_INSTRUCTIONS FOR THE TASK_.
Keep every word of the entries and print them exactly; the pictures stay out.

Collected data
Content starts

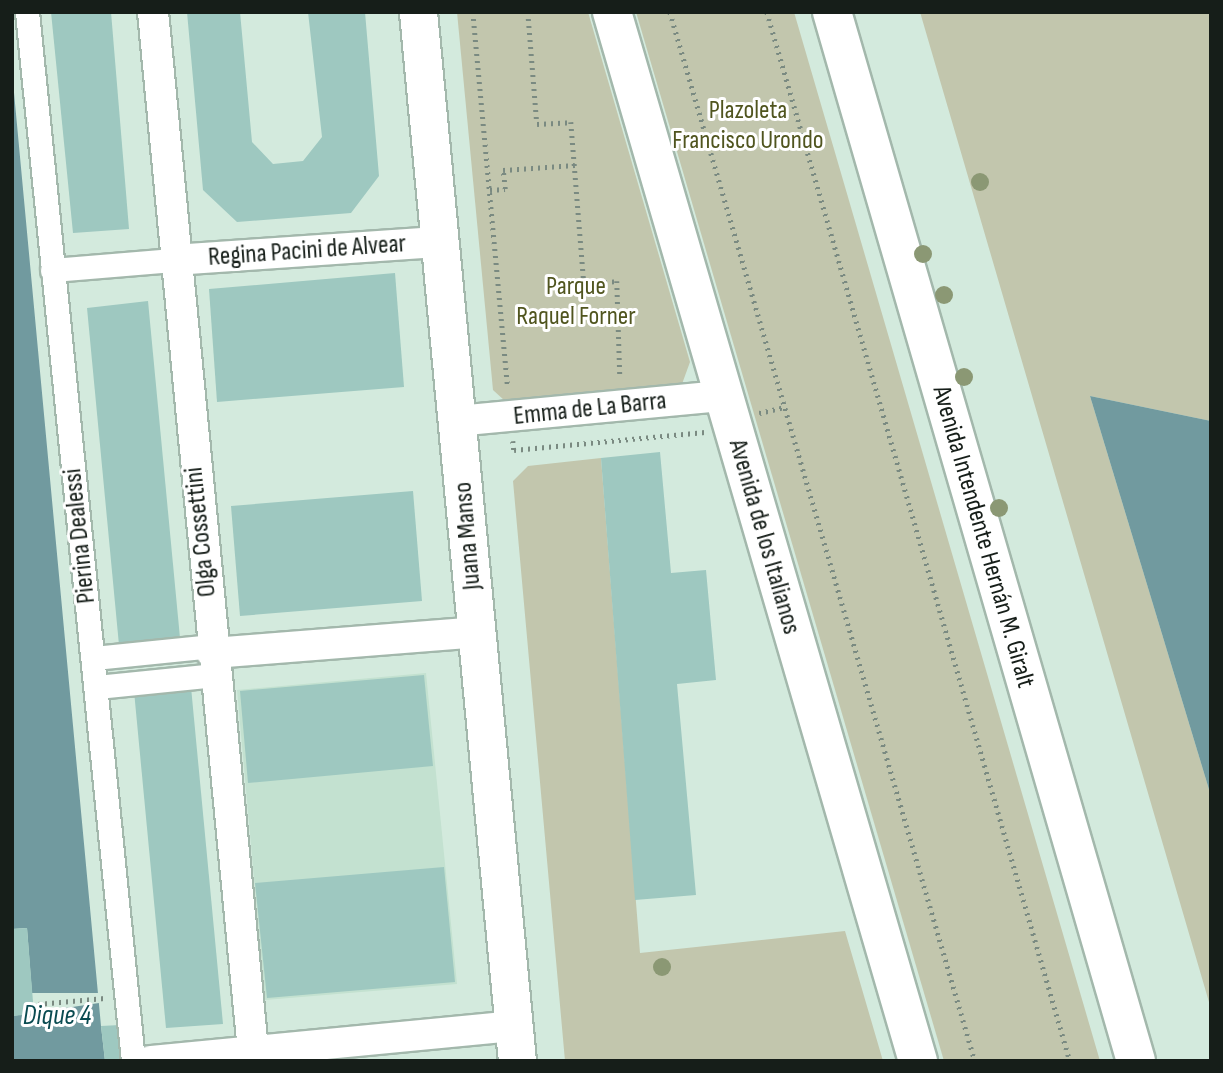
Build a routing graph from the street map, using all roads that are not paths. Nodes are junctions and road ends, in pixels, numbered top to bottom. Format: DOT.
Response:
graph roads {
  1 [pos="27,12"];
  2 [pos="153,12"];
  3 [pos="418,12"];
  4 [pos="612,12"];
  5 [pos="832,12"];
  6 [pos="440,242"];
  7 [pos="174,260"];
  8 [pos="52,270"];
  9 [pos="737,409"];
  10 [pos="457,421"];
  11 [pos="477,632"];
  12 [pos="93,658"];
  13 [pos="213,658"];
  14 [pos="97,687"];
  15 [pos="515,1043"];
  16 [pos="253,1051"];
  17 [pos="133,1061"];
  18 [pos="151,1061"];
  19 [pos="918,1061"];
  20 [pos="1136,1061"];
  1 -- 8 [label="street, Pierina Dealessi"];
  2 -- 7 [label="street, Olga Cossettini"];
  3 -- 6 [label="street, Juana Manso"];
  4 -- 9 [label="main road, Avenida de los Italianos"];
  5 -- 20 [label="main road, Avenida Intendente Hernán M. Giralt"];
  6 -- 7 [label="street, Regina Pacini de Alvear"];
  6 -- 10 [label="street, Juana Manso"];
  7 -- 8 [label="street"];
  7 -- 13 [label="street, Olga Cossettini"];
  8 -- 12 [label="street, Pierina Dealessi"];
  9 -- 10 [label="street, Emma de La Barra"];
  9 -- 19 [label="main road, Avenida de los Italianos"];
  10 -- 11 [label="street, Juana Manso"];
  11 -- 13 [label="street"];
  11 -- 15 [label="street, Juana Manso"];
  12 -- 13 [label="street"];
  12 -- 14 [label="street, Pierina Dealessi"];
  13 -- 14 [label="street"];
  13 -- 16 [label="street, Olga Cossettini"];
  14 -- 17 [label="street, Pierina Dealessi"];
  15 -- 16 [label="street"];
  16 -- 18 [label="street"];
}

Content ends

_EXERCISE SOLUTION_.
Build a routing graph from the street map, using all roads that are not paths. Nodes are junctions and road ends, in pixels, numbered top to bottom. Format: DOT.
Response:
graph roads {
  1 [pos="27,12"];
  2 [pos="153,12"];
  3 [pos="418,12"];
  4 [pos="612,12"];
  5 [pos="832,12"];
  6 [pos="440,242"];
  7 [pos="174,260"];
  8 [pos="52,270"];
  9 [pos="737,409"];
  10 [pos="457,421"];
  11 [pos="477,632"];
  12 [pos="93,658"];
  13 [pos="213,658"];
  14 [pos="97,687"];
  15 [pos="515,1043"];
  16 [pos="253,1051"];
  17 [pos="133,1061"];
  18 [pos="151,1061"];
  19 [pos="918,1061"];
  20 [pos="1136,1061"];
  1 -- 8 [label="street, Pierina Dealessi"];
  2 -- 7 [label="street, Olga Cossettini"];
  3 -- 6 [label="street, Juana Manso"];
  4 -- 9 [label="main road, Avenida de los Italianos"];
  5 -- 20 [label="main road, Avenida Intendente Hernán M. Giralt"];
  6 -- 7 [label="street, Regina Pacini de Alvear"];
  6 -- 10 [label="street, Juana Manso"];
  7 -- 8 [label="street"];
  7 -- 13 [label="street, Olga Cossettini"];
  8 -- 12 [label="street, Pierina Dealessi"];
  9 -- 10 [label="street, Emma de La Barra"];
  9 -- 19 [label="main road, Avenida de los Italianos"];
  10 -- 11 [label="street, Juana Manso"];
  11 -- 13 [label="street"];
  11 -- 15 [label="street, Juana Manso"];
  12 -- 13 [label="street"];
  12 -- 14 [label="street, Pierina Dealessi"];
  13 -- 14 [label="street"];
  13 -- 16 [label="street, Olga Cossettini"];
  14 -- 17 [label="street, Pierina Dealessi"];
  15 -- 16 [label="street"];
  16 -- 18 [label="street"];
}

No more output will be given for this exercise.